TBS' Search Party is getting ready for its second season premiere on November 19, and the trailer (see post below) seems like a confirmation that the show is only going to get better.
The Season 2 premiere picks up right where the series left off at the end of Season 1, with Dory still in shock about what her search for Chantal set into motion. The shocking ending from Season 1 is the driving force behind the new season, and it is exactly what Search Party needed.
But in case you still had doubts about tuning in, here are 5 reasons why the second season might be even better than the first.
We know what they did last season.
1. The darker tone
You can't murder someone and expect things to stay the same, which is why it is fascinating to see Search Party go down a much more Hitchcock-inspired path. Nothing is as simple as it used to be, and no one from the group is still dealing with meaningless problems. Killing Keith (Ron Livingston) means they have to deal with the body, including having to get rid of it before anyone catches them with it.

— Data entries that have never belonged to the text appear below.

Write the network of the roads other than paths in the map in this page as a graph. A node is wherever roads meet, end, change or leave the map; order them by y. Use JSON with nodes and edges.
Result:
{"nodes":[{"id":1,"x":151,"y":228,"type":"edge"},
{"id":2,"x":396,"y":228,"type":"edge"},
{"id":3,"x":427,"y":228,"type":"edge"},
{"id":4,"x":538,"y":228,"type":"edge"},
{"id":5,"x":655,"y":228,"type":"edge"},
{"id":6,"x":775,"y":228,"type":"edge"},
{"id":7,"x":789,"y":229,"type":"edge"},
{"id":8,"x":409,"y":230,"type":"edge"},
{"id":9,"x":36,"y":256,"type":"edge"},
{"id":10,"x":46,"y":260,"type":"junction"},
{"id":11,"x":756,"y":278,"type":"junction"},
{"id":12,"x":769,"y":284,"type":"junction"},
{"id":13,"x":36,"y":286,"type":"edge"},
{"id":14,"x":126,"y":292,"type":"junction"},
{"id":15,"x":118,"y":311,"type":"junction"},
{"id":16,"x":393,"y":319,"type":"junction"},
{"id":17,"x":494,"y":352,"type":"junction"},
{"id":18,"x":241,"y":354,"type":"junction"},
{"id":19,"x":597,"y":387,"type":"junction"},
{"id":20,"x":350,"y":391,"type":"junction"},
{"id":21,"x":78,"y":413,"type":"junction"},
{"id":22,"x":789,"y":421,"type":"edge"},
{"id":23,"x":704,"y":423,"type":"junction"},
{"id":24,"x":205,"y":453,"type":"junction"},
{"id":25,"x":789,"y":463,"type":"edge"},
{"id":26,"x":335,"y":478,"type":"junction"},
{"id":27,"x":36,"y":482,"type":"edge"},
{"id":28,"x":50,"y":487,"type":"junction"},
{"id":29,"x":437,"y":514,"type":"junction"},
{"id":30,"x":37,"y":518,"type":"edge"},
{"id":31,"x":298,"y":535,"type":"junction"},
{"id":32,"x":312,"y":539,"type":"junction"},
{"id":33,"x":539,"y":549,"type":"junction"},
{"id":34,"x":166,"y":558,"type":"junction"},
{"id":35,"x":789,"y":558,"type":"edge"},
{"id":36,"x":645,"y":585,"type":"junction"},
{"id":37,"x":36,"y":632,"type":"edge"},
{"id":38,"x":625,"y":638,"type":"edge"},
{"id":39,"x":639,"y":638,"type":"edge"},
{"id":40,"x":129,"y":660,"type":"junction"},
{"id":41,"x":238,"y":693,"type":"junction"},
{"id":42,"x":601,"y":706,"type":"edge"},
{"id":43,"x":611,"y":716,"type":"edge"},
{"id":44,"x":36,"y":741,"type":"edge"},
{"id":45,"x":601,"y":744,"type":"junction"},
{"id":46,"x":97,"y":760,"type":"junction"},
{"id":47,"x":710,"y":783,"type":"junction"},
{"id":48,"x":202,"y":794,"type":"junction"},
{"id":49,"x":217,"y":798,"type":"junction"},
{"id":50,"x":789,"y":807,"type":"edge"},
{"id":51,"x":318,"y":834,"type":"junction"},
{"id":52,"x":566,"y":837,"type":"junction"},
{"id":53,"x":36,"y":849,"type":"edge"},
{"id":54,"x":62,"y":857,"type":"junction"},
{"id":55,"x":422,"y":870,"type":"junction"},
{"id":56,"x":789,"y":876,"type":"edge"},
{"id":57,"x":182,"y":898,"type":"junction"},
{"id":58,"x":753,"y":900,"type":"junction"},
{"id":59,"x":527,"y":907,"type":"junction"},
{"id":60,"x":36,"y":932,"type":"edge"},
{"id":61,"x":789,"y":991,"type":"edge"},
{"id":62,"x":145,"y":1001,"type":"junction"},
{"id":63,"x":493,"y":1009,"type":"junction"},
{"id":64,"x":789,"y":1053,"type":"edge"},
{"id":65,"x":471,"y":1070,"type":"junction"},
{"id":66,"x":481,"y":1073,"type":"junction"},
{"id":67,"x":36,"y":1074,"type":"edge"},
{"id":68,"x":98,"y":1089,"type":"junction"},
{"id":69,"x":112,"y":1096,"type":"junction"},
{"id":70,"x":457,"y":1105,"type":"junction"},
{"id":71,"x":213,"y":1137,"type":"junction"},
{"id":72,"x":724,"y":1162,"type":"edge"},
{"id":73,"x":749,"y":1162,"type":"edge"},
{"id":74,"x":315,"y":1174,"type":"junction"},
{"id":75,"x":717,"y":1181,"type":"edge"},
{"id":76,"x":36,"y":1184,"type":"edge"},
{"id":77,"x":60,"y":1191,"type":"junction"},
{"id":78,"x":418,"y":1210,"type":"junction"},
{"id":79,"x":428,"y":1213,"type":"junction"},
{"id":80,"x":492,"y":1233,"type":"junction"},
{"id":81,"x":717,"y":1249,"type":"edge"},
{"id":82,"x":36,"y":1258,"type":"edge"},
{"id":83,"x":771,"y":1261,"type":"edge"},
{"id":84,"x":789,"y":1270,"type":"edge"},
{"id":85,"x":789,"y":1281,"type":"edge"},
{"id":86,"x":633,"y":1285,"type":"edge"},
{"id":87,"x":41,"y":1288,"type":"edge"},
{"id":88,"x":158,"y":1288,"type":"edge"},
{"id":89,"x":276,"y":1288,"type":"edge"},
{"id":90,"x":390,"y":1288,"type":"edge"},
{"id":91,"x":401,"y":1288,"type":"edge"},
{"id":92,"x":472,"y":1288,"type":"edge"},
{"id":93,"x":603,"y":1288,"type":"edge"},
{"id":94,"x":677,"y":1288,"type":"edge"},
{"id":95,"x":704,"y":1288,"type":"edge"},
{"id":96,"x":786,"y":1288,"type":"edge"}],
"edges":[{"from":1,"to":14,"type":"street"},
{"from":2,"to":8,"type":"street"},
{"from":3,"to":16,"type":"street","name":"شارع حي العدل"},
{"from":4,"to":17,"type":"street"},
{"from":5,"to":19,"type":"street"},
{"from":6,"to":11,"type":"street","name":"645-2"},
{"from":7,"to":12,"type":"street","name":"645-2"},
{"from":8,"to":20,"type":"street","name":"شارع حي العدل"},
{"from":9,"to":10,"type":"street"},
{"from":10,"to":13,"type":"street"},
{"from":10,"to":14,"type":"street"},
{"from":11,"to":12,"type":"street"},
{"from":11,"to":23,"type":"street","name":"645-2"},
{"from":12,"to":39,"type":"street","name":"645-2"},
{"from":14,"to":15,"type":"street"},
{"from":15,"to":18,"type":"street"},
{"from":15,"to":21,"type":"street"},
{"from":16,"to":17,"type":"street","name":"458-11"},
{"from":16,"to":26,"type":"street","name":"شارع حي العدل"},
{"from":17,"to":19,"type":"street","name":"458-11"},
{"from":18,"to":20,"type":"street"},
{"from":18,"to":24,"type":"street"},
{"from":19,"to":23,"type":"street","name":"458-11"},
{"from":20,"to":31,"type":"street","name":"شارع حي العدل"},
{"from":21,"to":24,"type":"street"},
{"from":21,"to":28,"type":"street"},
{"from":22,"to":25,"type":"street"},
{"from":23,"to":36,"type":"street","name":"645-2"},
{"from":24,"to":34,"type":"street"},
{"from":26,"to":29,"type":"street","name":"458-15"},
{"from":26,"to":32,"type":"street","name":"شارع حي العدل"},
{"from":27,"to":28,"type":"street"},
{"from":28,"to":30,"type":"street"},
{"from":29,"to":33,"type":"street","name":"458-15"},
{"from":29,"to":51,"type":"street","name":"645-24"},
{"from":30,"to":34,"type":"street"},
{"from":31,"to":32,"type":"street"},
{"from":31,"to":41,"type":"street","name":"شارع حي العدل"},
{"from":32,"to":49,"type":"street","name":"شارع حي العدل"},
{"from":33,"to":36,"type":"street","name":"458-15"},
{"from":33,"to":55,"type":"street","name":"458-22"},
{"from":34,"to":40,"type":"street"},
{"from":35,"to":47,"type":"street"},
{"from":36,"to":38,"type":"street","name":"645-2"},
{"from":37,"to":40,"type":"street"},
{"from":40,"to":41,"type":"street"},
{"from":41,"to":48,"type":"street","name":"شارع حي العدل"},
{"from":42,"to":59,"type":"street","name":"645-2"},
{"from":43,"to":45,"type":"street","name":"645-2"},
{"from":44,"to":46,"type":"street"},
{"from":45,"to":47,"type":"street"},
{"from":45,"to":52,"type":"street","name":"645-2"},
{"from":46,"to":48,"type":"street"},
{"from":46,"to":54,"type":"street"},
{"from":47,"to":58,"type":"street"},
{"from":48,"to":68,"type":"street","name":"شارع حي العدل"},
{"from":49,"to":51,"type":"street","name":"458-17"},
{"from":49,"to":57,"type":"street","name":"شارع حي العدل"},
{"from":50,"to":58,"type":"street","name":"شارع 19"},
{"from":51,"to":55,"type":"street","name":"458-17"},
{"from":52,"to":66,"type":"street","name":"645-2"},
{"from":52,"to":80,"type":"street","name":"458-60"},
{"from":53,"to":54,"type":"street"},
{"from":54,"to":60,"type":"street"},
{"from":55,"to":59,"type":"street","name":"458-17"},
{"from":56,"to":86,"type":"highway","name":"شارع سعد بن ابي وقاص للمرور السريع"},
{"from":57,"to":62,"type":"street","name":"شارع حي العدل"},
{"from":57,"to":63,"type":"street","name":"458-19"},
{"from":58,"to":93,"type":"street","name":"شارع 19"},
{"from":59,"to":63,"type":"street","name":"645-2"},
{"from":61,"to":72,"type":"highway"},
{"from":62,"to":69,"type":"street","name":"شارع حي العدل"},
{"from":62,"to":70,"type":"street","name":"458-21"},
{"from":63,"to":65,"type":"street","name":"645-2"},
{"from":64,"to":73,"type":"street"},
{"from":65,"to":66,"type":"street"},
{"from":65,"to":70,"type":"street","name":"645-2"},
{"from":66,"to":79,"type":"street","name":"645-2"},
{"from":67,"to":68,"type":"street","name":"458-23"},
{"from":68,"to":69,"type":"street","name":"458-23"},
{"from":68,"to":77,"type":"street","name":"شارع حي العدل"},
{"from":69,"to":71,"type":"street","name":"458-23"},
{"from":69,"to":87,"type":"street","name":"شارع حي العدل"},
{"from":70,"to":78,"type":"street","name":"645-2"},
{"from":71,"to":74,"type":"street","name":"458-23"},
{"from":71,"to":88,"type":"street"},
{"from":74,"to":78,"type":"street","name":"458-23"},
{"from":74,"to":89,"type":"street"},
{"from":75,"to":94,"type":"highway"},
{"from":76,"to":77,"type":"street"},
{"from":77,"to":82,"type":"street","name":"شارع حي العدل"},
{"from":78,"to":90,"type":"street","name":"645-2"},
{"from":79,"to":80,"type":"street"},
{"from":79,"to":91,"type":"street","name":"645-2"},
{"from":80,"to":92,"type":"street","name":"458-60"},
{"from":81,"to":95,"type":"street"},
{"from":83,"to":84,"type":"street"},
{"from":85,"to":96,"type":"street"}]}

There is really nothing more terrifying than digging a grave in the woods at night, yet it looks like this is all just the tip of the iceberg for Dory (Alia Shawkat), Drew (John Reynolds), Elliott (John Early), and Portia (Meredith Hagner) who are now constantly watching their every move.
2. The characters
Search Party hit the chemistry jackpot with its main core group of friends that play off each other so well. Both together and apart these characters stand out because they aren't your typical millennials. They made you care about them in Season 1, and now they will have you worried about where they are headed next.
Dory, Drew, Elliot, and Portia are now tied together even more than they were before—but is that a good thing? There were moments in the previous season where you were rooting for each individual friendship in that group, but maybe this time around it will be more entertaining to see how they interact with one another after what they all had to do. The guilt is guaranteed to bring out different behavior out of all the characters.
Meanwhile, Julian (Brandon Micheal Hall) comes back into Dory's life again a whenever Julian is around it is like his journalistic skills pull the truth out of people. Then there's Chantal (Clare McNulty) who suddenly seems to be everywhere now that she is no longer missing.
3. The diversity
The ability to offer diversity within a series in an effortless way can be a challenge, but Search Party seems to be up for it. Their female lead is a woman of color, one of their lead male characters is gay, and there are plenty of characters that pass through that all have a lot to offer. These characters and the representation feels realistic and almost effortless because the focus isn't on making the show appear diverse, which is probably why it does.
Last season there was even a moment between Julian and Elliot that made me wonder if that was a quiet confirmation that Julian is queer, and I am really hoping that sees the light of day this time around.
This TBS comedy focuses on the way millennials 'defend themselves by not caring,' says Michael Showalter.
4. The humor
Search Party would be a drastically different show if it didn't let humor drive the story forward. Allowing the characters and the situations to be absurd at times is what made the show such a delight. This is exactly why, with Season 2, the humor is better than ever, making sure that the bad stuff that happened doesn't make everything more depressing.
Elliot, specifically, is the one who proves with his humor that even though everything has changed, in a way it is all still the same when it comes to how they all handle situations and the ridiculous ways they cope. The true constant of the show is the dark comedy aspect that is always turned up extremely high.
5. The mystery
Just like last season, there are plenty of questions this time around, including another note from someone who knows what they did. Search Party works best when there is an unknown looming over them, which is exactly what is set up for them at the end of the season premiere.
There was a Nancy Drew aesthetic while Dory was looking for Chantal which felt nostalgic and refreshing. This time around there is more of a Hitchcock vibe being created throughout the season (a few of the season's episode titles, like "Suspicion" and "Frenzy," even reference the titles of some of the Master of Suspense's film classics), and it looks even better because the stakes are now much higher.